A New Structure: The Army Seizes the Reins
Shocked by Chirac's decision, the army took eight months to tackle the problem. The manpower complexities boggled the mind. More expensive than a conscript force, an all-professional army called into question the force's entire organization of personnel and equipment. Commanders struggled to define the number of cooks, drivers, and maintenance technicians their units could afford. Every change also cascaded through the force's logistical and administrative support systems. There were no easy answers, and time was needed to make sure the changes could be managed once unleashed.
More important, these months gave the institution the chance to forge the internal consensus required to impose its own vision of the future. Little interested in technical details, the politicians left the army free rein to address the important issues of force structure. Consequently the institution, which had languished on the margins of political influence for 30 years, suddenly found itself invited to carve out a new and more important role for itself.
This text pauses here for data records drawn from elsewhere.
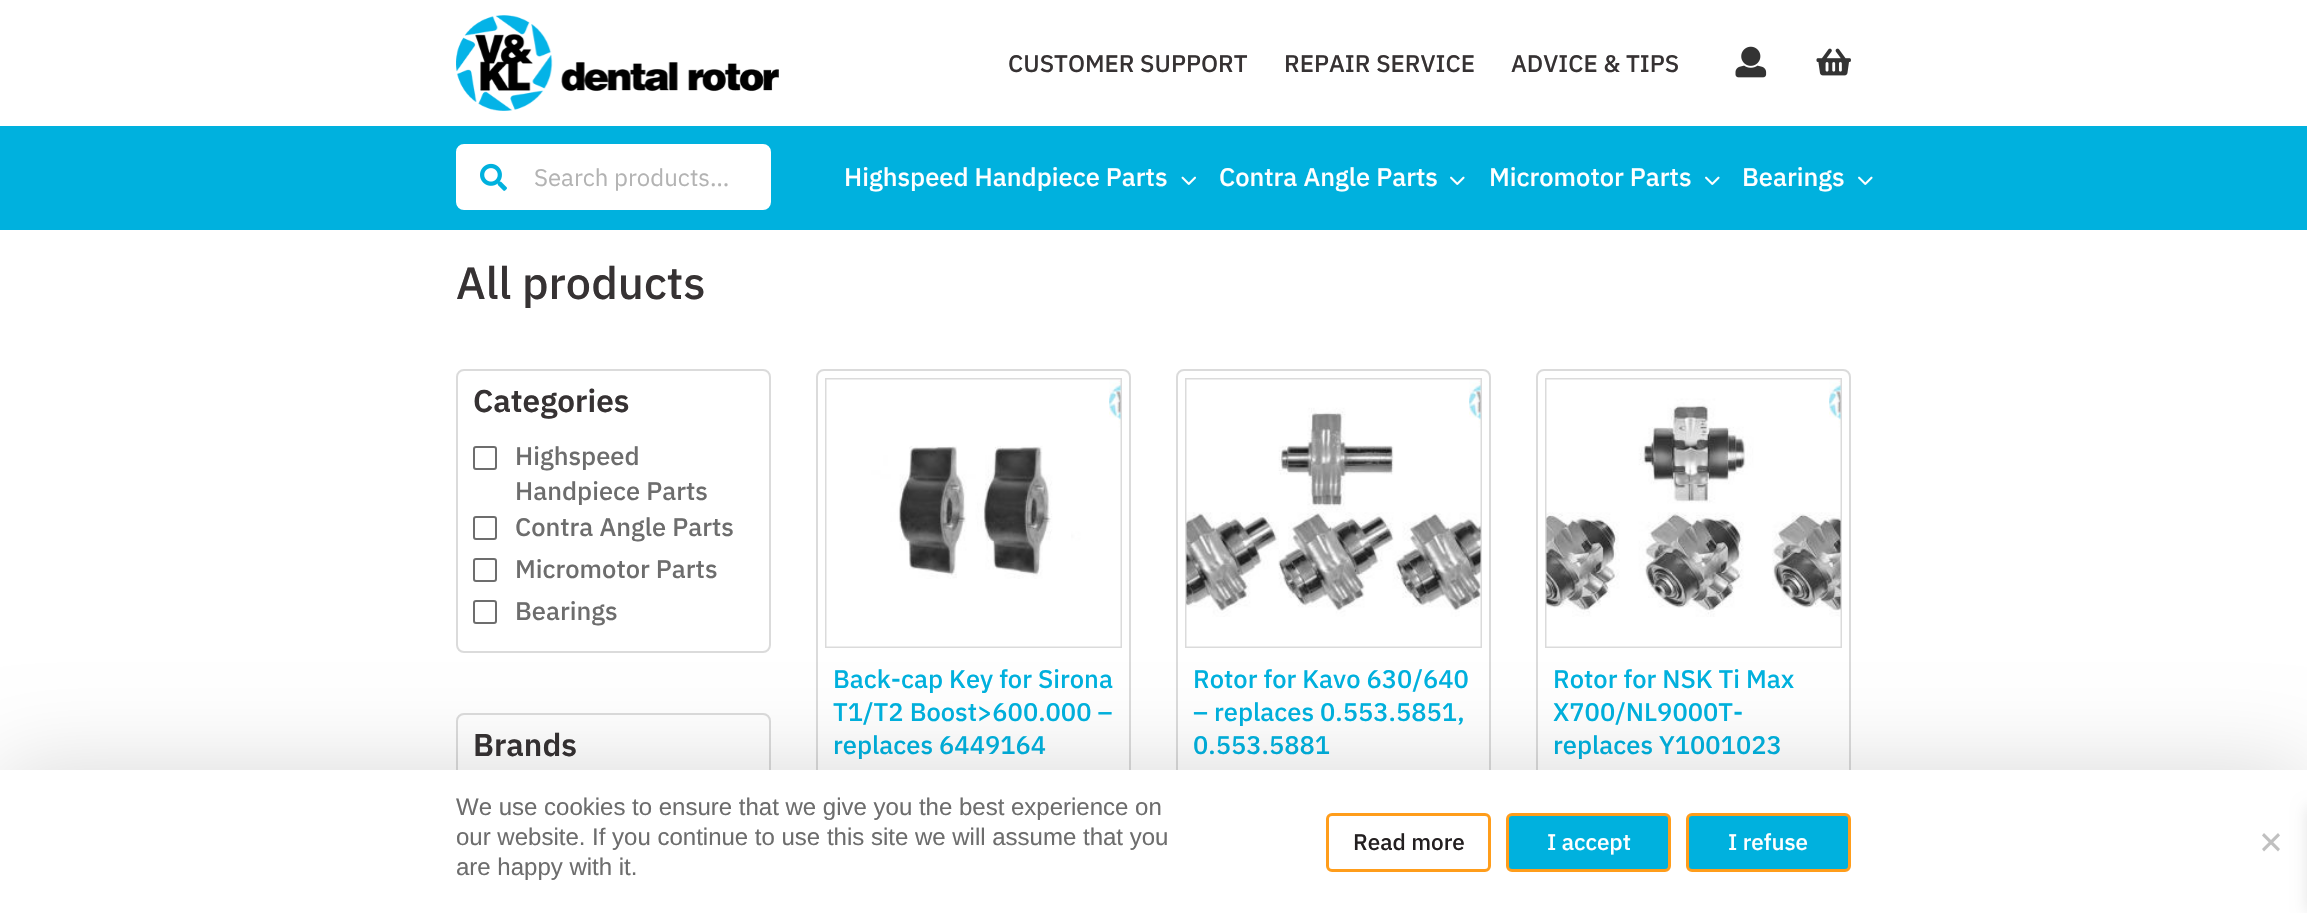 void draw(SkCanvas* canvas) {
    SkPaint paint;
    paint.setAntiAlias(true);
    canvas->clear(0xFFFFFFFF);
    canvas->drawImageRect(SkImages::DeferredFromEncodedData(SkData::MakeFromFileName("img1.png")), SkRect::MakeXYWH(456, 15, 323, 96), SkSamplingOptions());
    SkFont font1(fontMgr->matchFamilyStyle("IBM Plex Sans", SkFontStyle(500, SkFontStyle::kNormal_Width, SkFontStyle::kUpright_Slant)), 24);
    font1.setSubpixel(true);
    paint.setColor(0xFF363233);
    canvas->drawString("CUSTOMER SUPPORT", 1008, 72, font1, paint);
    canvas->drawString("REPAIR SERVICE", 1284, 72, font1, paint);
    canvas->drawString("ADVICE & TIPS", 1511, 72, font1, paint);
    canvas->drawImageRect(SkImages::DeferredFromEncodedData(SkData::MakeFromFileName("img2.png")), SkRect::MakeXYWH(1735, 46, 32, 32), SkSamplingOptions());
    canvas->drawImageRect(SkImages::DeferredFromEncodedData(SkData::MakeFromFileName("img3.png")), SkRect::MakeXYWH(1816, 48, 35, 28), SkSamplingOptions());
    paint.setColor(0xFF00B1DE);
    canvas->drawRect(SkRect::MakeXYWH(0, 126, 2307, 104), paint);
    paint.setColor(0xFFFFFFFF);
    canvas->drawRoundRect(SkRect::MakeXYWH(457.5f, 145.5f, 312, 63), 6.5f, 6.5f, paint);
    paint.setStyle(SkPaint::kStroke_Style);
    paint.setStrokeWidth(3);
    canvas->drawRoundRect(SkRect::MakeXYWH(457.5f, 145.5f, 312, 63), 6.5f, 6.5f, paint);
    canvas->drawImageRect(SkImages::DeferredFromEncodedData(SkData::MakeFromFileName("img4.png")), SkRect::MakeXYWH(480, 163, 27, 28), SkSamplingOptions());
    SkFont font2(fontMgr->matchFamilyStyle("IBM Plex Sans", SkFontStyle::Normal()), 24);
    font2.setSubpixel(true);
    paint.setStyle(SkPaint::kFill_Style);
    paint.setColor(0xFFB3B3B3);
    canvas->drawString("Search products…", 534, 186, font2, paint);
    SkFont font3(fontMgr->matchFamilyStyle("IBM Plex Sans", SkFontStyle(500, SkFontStyle::kNormal_Width, SkFontStyle::kUpright_Slant)), 25.5f);
    font3.setSubpixel(true);
    paint.setColor(0xFFFFFFFF);
    canvas->drawString("Highspeed Handpiece Parts", 844, 186, font3, paint);
    canvas->drawImageRect(SkImages::DeferredFromEncodedData(SkData::MakeFromFileName("img5.png")), SkRect::MakeXYWH(1181, 176, 15, 9), SkSamplingOptions());
    canvas->drawString("Contra Angle Parts", 1219, 186, font3, paint);
    canvas->drawImageRect(SkImages::DeferredFromEncodedData(SkData::MakeFromFileName("img6.png")), SkRect::MakeXYWH(1450, 176, 15, 9), SkSamplingOptions());
    canvas->drawString("Micromotor Parts", 1489, 186, font3, paint);
    canvas->drawImageRect(SkImages::DeferredFromEncodedData(SkData::MakeFromFileName("img6.png")), SkRect::MakeXYWH(1705, 176, 15, 9), SkSamplingOptions());
    canvas->drawString("Bearings", 1742, 186, font3, paint);
    canvas->drawImageRect(SkImages::DeferredFromEncodedData(SkData::MakeFromFileName("img6.png")), SkRect::MakeXYWH(1858, 176, 15, 9), SkSamplingOptions());
    SkFont font4(fontMgr->matchFamilyStyle("IBM Plex Sans", SkFontStyle(500, SkFontStyle::kNormal_Width, SkFontStyle::kUpright_Slant)), 45);
    font4.setSubpixel(true);
    paint.setColor(0xFF363233);
    canvas->drawString("All products", 456, 299, font4, paint);
    paint.setStyle(SkPaint::kStroke_Style);
    paint.setStrokeWidth(2);
    paint.setColor(0xFFDBDBDB);
    canvas->drawRoundRect(SkRect::MakeXYWH(457, 370, 313, 282), 7, 7, paint);
    SkFont font5(fontMgr->matchFamilyStyle("IBM Plex Sans", SkFontStyle(600, SkFontStyle::kNormal_Width, SkFontStyle::kUpright_Slant)), 31.5f);
    font5.setSubpixel(true);
    paint.setStyle(SkPaint::kFill_Style);
    paint.setColor(0xFF363233);
    canvas->drawString("Categories", 473, 412, font5, paint);
    paint.setStyle(SkPaint::kStroke_Style);
    paint.setColor(0xFF6D6D6D);
    canvas->drawRoundRect(SkRect::MakeXYWH(474, 447, 22, 22), 2, 2, paint);
    paint.setStyle(SkPaint::kFill_Style);
    canvas->drawString("Highspeed", 515, 465, font3, paint);
    canvas->drawString("Handpiece Parts", 515, 500, font3, paint);
    paint.setStyle(SkPaint::kStroke_Style);
    canvas->drawRoundRect(SkRect::MakeXYWH(474, 517, 22, 22), 2, 2, paint);
    paint.setStyle(SkPaint::kFill_Style);
    canvas->drawString("Contra Angle Parts", 515, 536, font3, paint);
    paint.setStyle(SkPaint::kStroke_Style);
    canvas->drawRoundRect(SkRect::MakeXYWH(474, 559, 22, 22), 2, 2, paint);
    paint.setStyle(SkPaint::kFill_Style);
    canvas->drawString("Micromotor Parts", 515, 578, font3, paint);
    paint.setStyle(SkPaint::kStroke_Style);
    canvas->drawRoundRect(SkRect::MakeXYWH(474, 601, 22, 22), 2, 2, paint);
    paint.setStyle(SkPaint::kFill_Style);
    canvas->drawString("Bearings", 515, 620, font3, paint);
    paint.setStyle(SkPaint::kStroke_Style);
    paint.setColor(0xFFDBDBDB);
    canvas->drawRoundRect(SkRect::MakeXYWH(457, 714, 313, 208), 7, 7, paint);
    paint.setStyle(SkPaint::kFill_Style);
    paint.setColor(0xFF363233);
    canvas->drawString("Brands", 473, 756, font5, paint);
    paint.setStyle(SkPaint::kStroke_Style);
    paint.setColor(0xFFDBDBDB);
    canvas->drawRoundRect(SkRect::MakeXYWH(817, 370, 313, 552), 7, 7, paint);
    canvas->drawRect(SkRect::MakeXYWH(826, 379, 295, 268), paint);
    canvas->drawImageRect(SkImages::DeferredFromEncodedData(SkData::MakeFromFileName("img7.png")), SkRect::MakeXYWH(826, 379, 295, 268), SkSamplingOptions());
    paint.setStyle(SkPaint::kFill_Style);
    paint.setColor(0xFF00B1DE);
    canvas->drawString("Back-cap Key for Sirona", 833, 688, font3, paint);
    canvas->drawString("T1/T2 Boost>600.000 –", 833, 721, font3, paint);
    canvas->drawString("replaces 6449164", 833, 754, font3, paint);
    paint.setStyle(SkPaint::kStroke_Style);
    paint.setColor(0xFFDBDBDB);
    canvas->drawRoundRect(SkRect::MakeXYWH(1177, 370, 313, 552), 7, 7, paint);
    canvas->drawRect(SkRect::MakeXYWH(1186, 379, 295, 268), paint);
    canvas->drawImageRect(SkImages::DeferredFromEncodedData(SkData::MakeFromFileName("img8.png")), SkRect::MakeXYWH(1186, 379, 295, 268), SkSamplingOptions());
    paint.setStyle(SkPaint::kFill_Style);
    paint.setColor(0xFF00B1DE);
    canvas->drawString("Rotor for Kavo 630/640", 1193, 688, font3, paint);
    canvas->drawString("– replaces 0.553.5851,", 1193, 721, font3, paint);
    canvas->drawString("0.553.5881", 1193, 754, font3, paint);
    paint.setStyle(SkPaint::kStroke_Style);
    paint.setColor(0xFFDBDBDB);
    canvas->drawRoundRect(SkRect::MakeXYWH(1537, 370, 313, 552), 7, 7, paint);
    canvas->drawRect(SkRect::MakeXYWH(1546, 379, 295, 268), paint);
    canvas->drawImageRect(SkImages::DeferredFromEncodedData(SkData::MakeFromFileName("img9.png")), SkRect::MakeXYWH(1546, 379, 295, 268), SkSamplingOptions());
    paint.setStyle(SkPaint::kFill_Style);
    paint.setColor(0xFF00B1DE);
    canvas->drawString("Rotor for NSK Ti Max", 1553, 688, font3, paint);
    canvas->drawString("X700/NL9000T-", 1553, 721, font3, paint);
    canvas->drawString("replaces Y1001023", 1553, 754, font3, paint);
    paint.setColor(0x26000000);
    paint.setMaskFilter(SkMaskFilter::MakeBlur(kNormal_SkBlurStyle, 45));
    canvas->drawRect(SkRect::MakeXYWH(0, 770, 2307, 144), paint);
    paint.setMaskFilter(nullptr);
    paint.setColor(0xFFFFFFFF);
    canvas->drawRect(SkRect::MakeXYWH(0, 770, 2307, 143), paint);
    SkFont font6(fontMgr->matchFamilyStyle("Liberation Sans", SkFontStyle::Normal()), 24);
    font6.setSubpixel(true);
    paint.setColor(0xFF6D6D6D);
    canvas->drawString("We use cookies to ensure that we give you the best experience on", 456, 815, font6, paint);
    canvas->drawString("our website. If you continue to use this site we will assume that you", 456, 845, font6, paint);
    canvas->drawString("are happy with it.", 456, 875, font6, paint);
    paint.setStyle(SkPaint::kStroke_Style);
    paint.setStrokeWidth(3);
    paint.setColor(0xFFFF9D1B);
    canvas->drawRoundRect(SkRect::MakeXYWH(1327.5f, 814.5f, 162, 56), 4.5f, 4.5f, paint);
    SkFont font7(fontMgr->matchFamilyStyle("IBM Plex Sans", SkFontStyle(500, SkFontStyle::kNormal_Width, SkFontStyle::kUpright_Slant)), 22.5f);
    font7.setSubpixel(true);
    paint.setStyle(SkPaint::kFill_Style);
    paint.setColor(0xFF231F20);
    canvas->drawString("Read more", 1353, 850, font7, paint);
    paint.setColor(0xFF00B1DE);
    canvas->drawRoundRect(SkRect::MakeXYWH(1507.5f, 814.5f, 162, 56), 4.5f, 4.5f, paint);
    paint.setStyle(SkPaint::kStroke_Style);
    paint.setColor(0xFFFF9D1B);
    canvas->drawRoundRect(SkRect::MakeXYWH(1507.5f, 814.5f, 162, 56), 4.5f, 4.5f, paint);
    paint.setStyle(SkPaint::kFill_Style);
    paint.setColor(0xFFFFFFFF);
    canvas->drawString("I accept", 1547, 850, font7, paint);
    paint.setColor(0xFF00B1DE);
    canvas->drawRoundRect(SkRect::MakeXYWH(1687.5f, 814.5f, 162, 56), 4.5f, 4.5f, paint);
    paint.setStyle(SkPaint::kStroke_Style);
    paint.setColor(0xFFFF9D1B);
    canvas->drawRoundRect(SkRect::MakeXYWH(1687.5f, 814.5f, 162, 56), 4.5f, 4.5f, paint);
    paint.setStyle(SkPaint::kFill_Style);
    paint.setColor(0xFFFFFFFF);
    canvas->drawString("I refuse", 1728, 850, font7, paint);
    paint.setColor(0xFFC0C0C0);
    canvas->drawPath(SkPathBuilder().moveTo(2278, 833).lineTo(2280, 835.5f).lineTo(2264, 851.5f).lineTo(2262, 849).close().detach(), paint);
    canvas->drawPath(SkPathBuilder().moveTo(2262, 835.5f).lineTo(2264, 833).lineTo(2280, 849).lineTo(2278, 851.5f).close().detach(), paint);
    paint.setColor(0x1A000000);
    paint.setMaskFilter(SkMaskFilter::MakeBlur(kNormal_SkBlurStyle, 7.5f));
    canvas->drawRect(SkRect::MakeXYWH(2307, 807, 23, 105), paint);
    paint.setMaskFilter(nullptr);
}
In doing so, army planners even dared to tinker with the President's guidance that the structure would be centered around four specialized forces: armored, mechanized, armored rapid intervention, and assault infantry. Instead of rigidly defined forces, the army leaders wanted "modularity," the ability to tailor forces to the needs of the moment.
The idea of modularity had been growing on French defense thinkers for at least 20 years. As early as 1975, a military theorist and army officer, Guy Brossolet, had written a book suggesting that a modular force could resist a Warsaw Pact attack better than the classical corps/division-based model.
Never implemented as a Cold War defense strategy, his ideas contributed to the thinking behind the 1983 creation of the Force d'Action Rapide (FAR). Envisioned as an air-mobile reserve ready to counterattack Warsaw Pact forces in depth, its mostly professional units also proved ideal for France's frequent overseas entanglements.
In this the FAR continued the army's long-held practice of tailoring forces for expeditionary operations, a tradition that included the pre-1960s colonial army and subsequent African interventions. But while such operations typically involved few troops, the growing strength of modern African armies eventually forced France to adopt a less cavalier attitude. The turning point was Operation Manta, launched in 1983 to defend Chad against a Libyan invasion. Four thousand soldiers deployed to the central African nation, armed with the latest in antitank and air defense capabilities. Compelled by the lack of strategic airlift to go by sea to Cameroon, and then by land to Chad, the intervention force required the participation of over 10,000 servicemen, from all three services, for 13 months. The ability to readily conduct this kind of operation was exactly what army leaders wanted as they reviewed their options in 1996.
Convinced of the benefits of modularity, army planners developed two models for consideration. The more conventional choice (Figure 1, below) abolished the division structure and substituted a single Land Forces Command (CFAT) to oversee 51 maneuver regiments organized in nine combined arms brigades. In addition to this the model created four Force Commands (EMF), capable of receiving up to the equivalent of a division for a specific contingency.
The more radical alternative (Figure 2, below) retained the traditional division and brigade headquarters, but relegated them to the role of stand-alone commands under the supervision of the Land Forces Command. Simultaneously this model grouped all the army's regiments into a single pool under the direct supervision of the Land Forces Command, which in time of need would combine them into tailor-made divisions or brigades for deployment to the operational theater.
Although the conventional model ultimately prevailed, the radical alternative elicited serious consideration. Army leaders noted that it avoided the creation of expensive extraneous commands and allowed for future cuts of unwanted regiments without disruption. Conversely, to cut a single regiment in the more conventional version would destroy the operational coherency of its entire brigade. Nevertheless they deemed the changes required for the radical model as being too extreme, whereas the transition from divisions to brigades was comparatively simple. Doubts focused on the rapport between a regimental commander and his direct superior when the latter was a four-star general responsible for an additional 50 regiments. Other questions concerned the ability of allies to understand and operate alongside French forces organized in such a different manner. In the end, army leaders realized that if the force module concept worked, and if additional changes were still necessary, it would be possible to move toward the more radical model.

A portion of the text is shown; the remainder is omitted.